In tutta la sua predicazione, svolta in anni particolarmente segnati dai contrasti politici interni alle città, Giordano insiste sulle divisioni politiche, sulla violenza, sulla barbarica consuetudine della vendetta, in cui è riposto l’onore delle casate. La violenza, l’omicidio, la superbia, tutto ciò che trova espressione nelle alte torri battute dal vento, si oppone alla dottrina politica del bene comune, identificato nella pace, fondata sulla concordia dei cittadini.

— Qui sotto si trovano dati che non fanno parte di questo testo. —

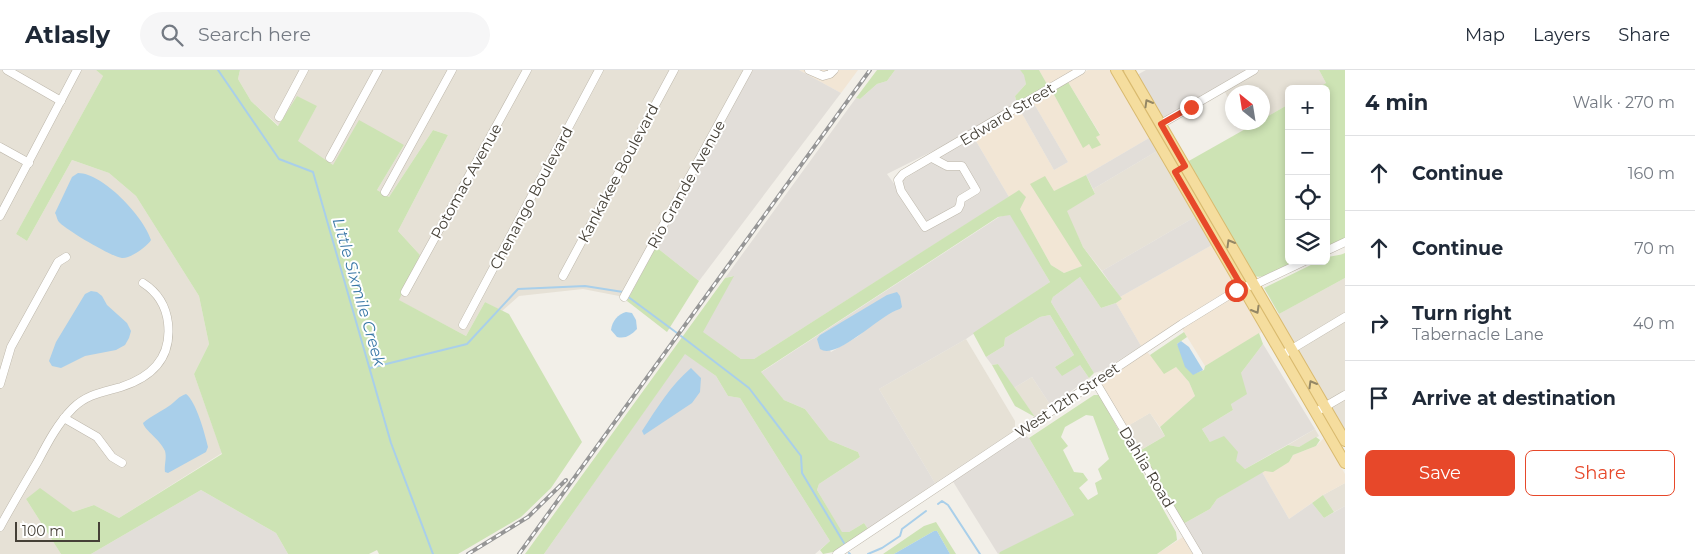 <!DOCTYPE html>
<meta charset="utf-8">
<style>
:root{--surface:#fff;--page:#f6f6f7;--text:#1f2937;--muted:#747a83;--line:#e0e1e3;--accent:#e7482a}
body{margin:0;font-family:Montserrat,sans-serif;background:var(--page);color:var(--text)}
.controls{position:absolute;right:15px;top:15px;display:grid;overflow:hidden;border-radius:8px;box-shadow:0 2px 8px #0003}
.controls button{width:45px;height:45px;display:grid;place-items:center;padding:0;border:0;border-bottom:1px solid var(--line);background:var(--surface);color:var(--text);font:25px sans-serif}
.compass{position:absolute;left:1225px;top:15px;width:45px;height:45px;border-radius:50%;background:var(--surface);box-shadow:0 2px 8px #0003;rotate:330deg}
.scale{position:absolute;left:15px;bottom:12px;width:85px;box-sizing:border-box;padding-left:5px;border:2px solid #454037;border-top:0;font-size:14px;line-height:18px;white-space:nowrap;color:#454037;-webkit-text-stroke:4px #fff;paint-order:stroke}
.stop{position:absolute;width:15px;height:15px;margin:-11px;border:4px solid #e7482a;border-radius:50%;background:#fff}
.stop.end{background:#e7482a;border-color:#fff;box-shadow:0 1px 5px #0008}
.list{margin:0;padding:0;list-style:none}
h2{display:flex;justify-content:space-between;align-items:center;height:65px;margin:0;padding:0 20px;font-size:21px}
h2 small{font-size:16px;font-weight:400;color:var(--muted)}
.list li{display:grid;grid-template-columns:32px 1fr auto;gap:15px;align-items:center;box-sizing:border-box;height:75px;padding:0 20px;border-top:1px solid var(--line)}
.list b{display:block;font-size:19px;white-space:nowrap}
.list p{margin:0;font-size:16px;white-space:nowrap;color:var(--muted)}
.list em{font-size:16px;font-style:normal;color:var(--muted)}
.actions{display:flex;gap:10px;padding:15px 20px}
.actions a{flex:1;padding:11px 0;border:1px solid var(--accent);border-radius:8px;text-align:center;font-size:18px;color:var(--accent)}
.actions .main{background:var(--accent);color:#fff}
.icon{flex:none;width:28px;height:28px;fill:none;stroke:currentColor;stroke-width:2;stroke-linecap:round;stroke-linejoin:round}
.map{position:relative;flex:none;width:1345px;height:484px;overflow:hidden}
header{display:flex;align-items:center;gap:30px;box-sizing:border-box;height:70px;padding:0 25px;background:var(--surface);border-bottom:1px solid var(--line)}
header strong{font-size:24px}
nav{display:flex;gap:28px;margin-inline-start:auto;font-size:18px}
.search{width:350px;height:45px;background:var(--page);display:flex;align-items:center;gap:12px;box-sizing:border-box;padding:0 18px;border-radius:28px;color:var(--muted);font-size:19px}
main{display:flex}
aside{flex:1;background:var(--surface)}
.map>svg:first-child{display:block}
</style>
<header>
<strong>Atlasly</strong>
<div class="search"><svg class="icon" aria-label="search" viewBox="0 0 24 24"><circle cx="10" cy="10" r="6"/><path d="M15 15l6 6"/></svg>Search here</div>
<nav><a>Map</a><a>Layers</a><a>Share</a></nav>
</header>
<main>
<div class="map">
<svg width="1345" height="484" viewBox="0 0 1345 484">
<rect width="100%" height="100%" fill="#f2efe8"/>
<g fill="#e6e1d6">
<path d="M0 0H96L103 6 16 164 27 171 72 90 109 103 136 126 199 226 209 274 194 304 222 383 119 448 94 435 73 442 26 429 61 484H0Z"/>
<path d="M240 0H753L627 231 619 226 583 219 519 226 502 241 485 232 466 266 398 230 420 185 398 161 448 65 433 60 389 127 377 120 404 75 333 96 297 71 317 36 279 56 251 31 238 9Z"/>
<path d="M1258 0H1319L1326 13 1316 19H1289V34L1263 49 1262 22H1232V36L1224 20Z"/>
<path d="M1157 81 1195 147 1102 201 1083 177 1066 141 1095 124 1093 119Z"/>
<path d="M1345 208V362L1277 245Z"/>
<path d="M966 269 1015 351V360L935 413 879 319Z"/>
<path d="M1032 307 1051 336 1035 347 1014 318Z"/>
<path d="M1150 343 1165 366 1139 381 1126 357Z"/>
<path d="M1315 359 1319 366 1299 377 1288 375Z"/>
<path d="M1345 413V436L1334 442 1323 425Z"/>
</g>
<g fill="#f2e6d5">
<path d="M799 0H858L841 23Z"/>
<path d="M1039 0H1075L1048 16Z"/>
<path d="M1088 0H1110L1149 68 1086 105 1054 121 1082 196 1064 203 1051 195 1020 139 1019 120 1009 127 973 66 1020 40 1054 100 1068 92 1033 32 1052 21 1083 77 1089 74 1092 79 1096 67 1100 64 1068 12Z"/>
<path d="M1212 175 1233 212V217L1141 276 1116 233 1122 229 1120 227Z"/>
<path d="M1235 225 1241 226 1262 262 1205 296 1181 257Z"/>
<path d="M1145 280 1150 285 1176 297 1189 312 1195 326 1160 357 1150 343 1126 357 1101 314 1102 309Z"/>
<path d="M1324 368 1345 404V413L1323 425 1289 449 1262 402 1289 392 1293 385 1316 376Z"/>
<path d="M1183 467 1193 484H1157Z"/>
</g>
<g fill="#e2ded9" fill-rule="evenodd">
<path d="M753 0H799L841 23 699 211 656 177Z"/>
<path d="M895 0H1020L1025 5 1026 14 1015 26 1017 34 957 69 887 104 895 115 973 66 1009 127 754 289H741L702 262 733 206 725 208 856 28 860 29 877 14 887 11Z"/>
<path d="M1146 0H1258L1166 54 1137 5Z"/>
<path d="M1033 32 1068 92 1054 100 1020 40Z"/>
<path d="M1149 68 1157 81 1093 119 1086 105Z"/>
<path d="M1010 144 1050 212 966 269 879 319 935 413 868 459 864 453 849 462 842 463 817 420 819 414 860 387 858 382 829 370 805 339 784 330 760 303 999 147ZM900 239 893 241 879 249 857 267 831 282 820 265 850 248Z"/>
<path d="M1195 147 1212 175 1120 227 1102 201Z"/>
<path d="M1080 207 1101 238 1116 233 1141 276 1104 300 1094 303 1051 232 1053 227Z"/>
<path d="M1050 245 1074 285 1055 297 1080 295 1089 308 1051 336 1032 307 1014 318 998 294 992 295 986 287 1004 276 1005 268 1040 247Z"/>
<path d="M1263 274 1315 359 1245 399 1210 372 1202 359 1233 340 1231 334 1241 303Z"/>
<path d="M685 283 716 306 728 326 740 328 830 471 815 484H544Z"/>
<path d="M1022 363 1029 368 1074 445 998 484 952 410Z"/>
<path d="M1262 402 1289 449 1312 433 1324 448 1345 436V484H1201L1183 454 1210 439 1217 429Z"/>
<path d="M201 420 276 463 288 484H91Z"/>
</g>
<g fill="#cde3b4" fill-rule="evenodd">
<path d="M96 0H240L238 9 251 31 278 56 297 26 317 36 298 71 333 95 359 50 404 75 377 120 389 127 433 60 448 65 398 161 420 185 399 230 466 266 485 232 509 244 582 372 551 418 521 447 458 484H379L377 480 369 484H288L276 463 201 420 91 484H61L26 429 40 418 73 442 94 435 119 448 222 384 194 304 209 274 199 226 136 126 109 103 72 90 27 171 16 164 103 6Z"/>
<path d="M877 0H895L887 11 877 14 860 29 856 28Z"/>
<path d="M1020 0H1039L1048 16 1017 34 1015 26 1026 14 1024 5Z"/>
<path d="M1319 0H1345V169L1326 178V19H1316L1326 13Z"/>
<path d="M1068 12 1100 65 1096 67 1101 75 1092 79 1089 74 1083 78 1052 21Z"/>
<path d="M1289 34V191H1300C1289 196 1265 210 1254 206L1187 92 1256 53 1262 52 1263 49Z"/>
<path d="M1086 105 1095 124 1067 141 1083 177 1122 229 1116 233 1101 238 1080 207 1053 227 1051 232 1094 303 1089 308 1080 295 1062 306 1055 297 1074 285 1050 245 1040 247 1005 268 1004 276 986 287 973 263 1050 212 1010 145 998 147 761 302 784 330 805 339 829 370 858 382 860 387 819 414 817 420 842 462H849L864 453 868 459 833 482 823 484 820 480 830 471 740 328 728 326 716 306 685 284 544 484H525L725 208 734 206 703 262 741 289H754L1019 120 1026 127 1020 139 1051 195 1064 203 1082 196 1030 114 1045 106 1054 121Z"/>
<path d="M656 177 699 211 667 262 627 231Z"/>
<path d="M1345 183V208L1279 244 1264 218 1319 191H1326V188C1333 185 1339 186 1345 183Z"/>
<path d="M1184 262 1187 267 1177 274 1193 304 1204 300 1205 296 1259 263 1263 274 1241 303 1247 324 1231 334 1233 340 1202 359 1210 372 1224 366 1238 382 1236 391 1245 399 1288 375 1299 377 1316 367 1320 370 1316 376 1293 385 1289 392 1273 402 1265 401 1217 429 1210 439 1183 454 1141 380 1165 366 1160 357 1195 326 1189 312 1176 297 1164 304 1150 285Z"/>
<path d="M998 294 1035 347 1015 336 992 295Z"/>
<path d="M1094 325H1099L1176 462 1177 470 1157 484H999L1000 482 1074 445 1029 368ZM1086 345 1093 346 1109 389 1098 399 1102 409 1095 413 1098 424 1088 430 1079 418 1088 410 1083 403 1074 402 1063 380 1068 376 1061 367 1065 357Z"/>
<path d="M1323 425 1334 442 1324 448 1312 433Z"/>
<path d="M936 452 956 484H950L937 461H934L894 484H883L924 456Z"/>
</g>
<g fill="#a9cfea">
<path d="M78 103C103 103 144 147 151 170 147 177 129 189 122 188 112 187 68 161 60 153 57 151 57 146 55 143L72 107Z"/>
<path d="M91 221 97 222 102 226 107 235 127 253 131 261 129 268 125 275 116 280 85 286 61 298 52 296 49 291 56 272 85 224Z"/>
<path d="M897 222 900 226 902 237 900 239C880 244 837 291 820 279L817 269 820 265 887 225Z"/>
<path d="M626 242 632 243 636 250 637 259C631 265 626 269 617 267L611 260C612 251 618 244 626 242Z"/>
<path d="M1181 271 1189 277 1203 300 1193 305 1185 297 1177 274Z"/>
<path d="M691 298 701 308 700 322 692 333 644 365 642 361C657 338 671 315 691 298Z"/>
<path d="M186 324C196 331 205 364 208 377L206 382 168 403 165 402C164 395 167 388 165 381 160 369 145 361 143 353 151 346 160 342 169 336 175 332 179 326 186 324Z"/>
<path d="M934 461H937L950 484H894Z"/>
</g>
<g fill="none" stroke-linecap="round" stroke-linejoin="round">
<g stroke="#a9cfea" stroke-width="2">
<path d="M218 0 279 89 313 102 391 373 433 484"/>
<path d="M627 226 677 263"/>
<path d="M681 266 749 318 801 386 802 403 844 473"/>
<path d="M370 298 467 274 518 219 585 216 623 222"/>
<path d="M938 434 942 431 948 435 980 484"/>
<path d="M849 483 850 484"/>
<path d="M868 484 882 478 900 466 902 459 926 441"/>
</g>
<g stroke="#bdb7ab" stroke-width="9">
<g id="minor">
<path d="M7 0 61 31"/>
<path d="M809 0 823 6 830 4 834 0"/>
<path d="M279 47 304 0"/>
<path d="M1161 54 1254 0"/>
<path d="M0 77 29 93"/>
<path d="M330 88 378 0"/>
<path d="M932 88 947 96H962L976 120 961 129 960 135 958 139 925 157 901 121 898 110 903 104 1081 0"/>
<path d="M385 122 452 0"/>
<path d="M0 146 77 0"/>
<path d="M1326 181 1345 172"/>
<path d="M563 206 674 0"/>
<path d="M405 222 527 0"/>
<path d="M624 227 748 0"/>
<path d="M463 255 599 0"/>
<path d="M1282 285 1345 247"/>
<path d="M1095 311 1198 484"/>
<path d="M0 314 11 277 58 192 66 187"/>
<path d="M1321 339 1345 325"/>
<path d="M64 348 97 367 112 387 122 393"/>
<path d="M0 457C12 435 25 413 38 391 48 372 58 353 73 338 87 324 104 322 121 317 152 307 172 288 168 253 166 236 157 222 143 213"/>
<path d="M837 484 1182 254 1242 217 1254 215 1305 191"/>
</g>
</g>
<g stroke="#d9ba6f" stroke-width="12">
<g id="major">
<path d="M1116 0 1345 393"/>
<path d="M1129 0 1345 371"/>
</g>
</g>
<use href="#minor" stroke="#fff" stroke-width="8"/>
<use href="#major" stroke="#f5dd9e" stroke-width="10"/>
<g stroke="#969696" stroke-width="4">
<g id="rail">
<path d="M468 484 528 447 566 410"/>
<path d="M519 484 870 0"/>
</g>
</g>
<use href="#rail" stroke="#fff" stroke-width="2" stroke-dasharray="5.5" stroke-linecap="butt"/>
</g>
<defs><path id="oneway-chevron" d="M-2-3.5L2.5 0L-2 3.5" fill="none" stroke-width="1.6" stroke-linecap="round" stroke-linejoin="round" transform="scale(1.25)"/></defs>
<g stroke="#948765">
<use href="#oneway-chevron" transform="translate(1148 33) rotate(-120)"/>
<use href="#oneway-chevron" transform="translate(1230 173) rotate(-120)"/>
<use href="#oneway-chevron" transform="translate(1256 240) rotate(60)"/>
<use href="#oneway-chevron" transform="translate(1312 314) rotate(-120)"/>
</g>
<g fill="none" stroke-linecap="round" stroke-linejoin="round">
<path stroke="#e7482a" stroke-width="6" d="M1191 37 1161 54 1185 96 1175 102 1242 217 1236 220"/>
</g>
<g text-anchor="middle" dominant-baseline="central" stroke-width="4" stroke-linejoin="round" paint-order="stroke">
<g font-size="15" fill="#454037" stroke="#fff">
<text transform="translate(1007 44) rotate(-31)">Edward Street</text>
<text transform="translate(618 103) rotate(-62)">Kankakee Boulevard</text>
<text transform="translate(466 111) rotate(-61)">Potomac Avenue</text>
<text transform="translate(686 114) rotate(-61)">Rio Grande Avenue</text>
<text transform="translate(531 128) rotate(-62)">Chenango Boulevard</text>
<text transform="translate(1067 330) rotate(-34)">West 12th Street</text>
<text transform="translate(1147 397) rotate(59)">Dahlia Road</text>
</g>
<g font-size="16" font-style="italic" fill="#3a78a7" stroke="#fff">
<text transform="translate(359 222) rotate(74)">Little Sixmile Creek</text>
</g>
</g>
</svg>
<div class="controls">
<button>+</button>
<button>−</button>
<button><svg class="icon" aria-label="locate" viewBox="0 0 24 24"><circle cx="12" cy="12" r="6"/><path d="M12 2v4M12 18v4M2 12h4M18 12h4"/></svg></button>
<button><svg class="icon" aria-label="layers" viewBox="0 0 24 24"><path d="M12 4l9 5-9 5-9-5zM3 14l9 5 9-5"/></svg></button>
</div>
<svg class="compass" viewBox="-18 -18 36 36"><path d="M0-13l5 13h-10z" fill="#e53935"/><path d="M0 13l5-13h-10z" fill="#747a83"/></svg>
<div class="scale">100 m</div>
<div class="stop" style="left:1236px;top:220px"></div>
<div class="stop end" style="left:1191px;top:37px"></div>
</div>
<aside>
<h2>4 min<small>Walk · 270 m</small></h2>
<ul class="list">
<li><svg class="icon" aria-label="ahead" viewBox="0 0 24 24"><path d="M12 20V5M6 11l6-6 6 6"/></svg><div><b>Continue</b></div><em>160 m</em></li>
<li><svg class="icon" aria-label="ahead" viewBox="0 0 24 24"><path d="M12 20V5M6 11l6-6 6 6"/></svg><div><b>Continue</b></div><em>70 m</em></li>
<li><svg class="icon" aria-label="right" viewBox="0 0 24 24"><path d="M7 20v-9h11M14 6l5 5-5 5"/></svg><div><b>Turn right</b><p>Tabernacle Lane</p></div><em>40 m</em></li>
<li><svg class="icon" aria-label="arrive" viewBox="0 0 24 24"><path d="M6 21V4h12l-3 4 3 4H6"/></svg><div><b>Arrive at destination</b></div></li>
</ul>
<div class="actions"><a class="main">Save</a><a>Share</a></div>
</aside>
</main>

La piena valorizzazione dell’opera giordaniana si è imposta nell’ultimo mezzo secolo sull’onda degli studi dedicati alla predicazione medievale. Quelli che potevano sembrare aridi e secchi riassunti si sono rivelati salde composizioni retoriche costruite secondo il modello del sermo modernus, codificato dalle Artes praedicandi: un discorso centrato sulla spiegazione del thema (il versetto biblico ricavato dalla liturgia del giorno, seguendo le norme della scuola domenicana. Giordano ha utilizzato brevi racconti, ricavati da fonti scritte, da cronache e dalla propria esperienza per illustrare e provare un punto del discorso dottrinale. Ma accanto a ciò, egli ha utilizzato tutte le forme dell’argomentazione esemplare (exempla ficta, proverbi, fiabe), e dimostra di conoscere il repertorio giullaresco. La vivacità del suo stile deve molto all’uso delle similitudini, relative sia alla realtà quotidiana, soprattutto alle pratiche commerciali, sia alle scienze: non solo i bestiari e i lapidari, ma anche la geometria, l’astronomia, l’ottica, la medicina.

Culto:

Nel 1311 a Pisa la Compagnia della Croce stabilì che in agosto venisse celebrata, tra la vigilia e l’ottava dell’Assunta, la Vigilia beati Giordanis. Ebbe così inizio un culto, documentato anche da un’antica lauda, che perdurò ininterrottamente per secoli, sostenuto da una notevole iconografia presente a Pisa e a Colorno (Parma). Le reliquie di Giordano, custodite dapprima nella chiesa di Santa Caterina a Pisa e, fra il 1785 e il 1927, a Colorno presso la cappella di San Liborio, sono state riportate nella nostra città nel 1927, collocate nella chiesa di Santa Caterina sotto l’altare maggiore. Il culto fu approvato dal papa Gregorio XVI nel 1833. La festa, fissata il 6 marzo, è celebrata a Pisa e nell’Ordine Domenicano.

Bibliografia:

  1. Del Corno, Giordano da Pisa e l’antica predicazione volgare, Firenze, Olschki, 1975 (Biblioteca di «Lettere italiane». Studi e Testi, 14); C. Del Corno, Giordano da Pisa (Giordano da Rivalto), in Dizionario Biografico degli Italiani, LV, Roma, Istituto della Enciclopedia Italiana, 2001.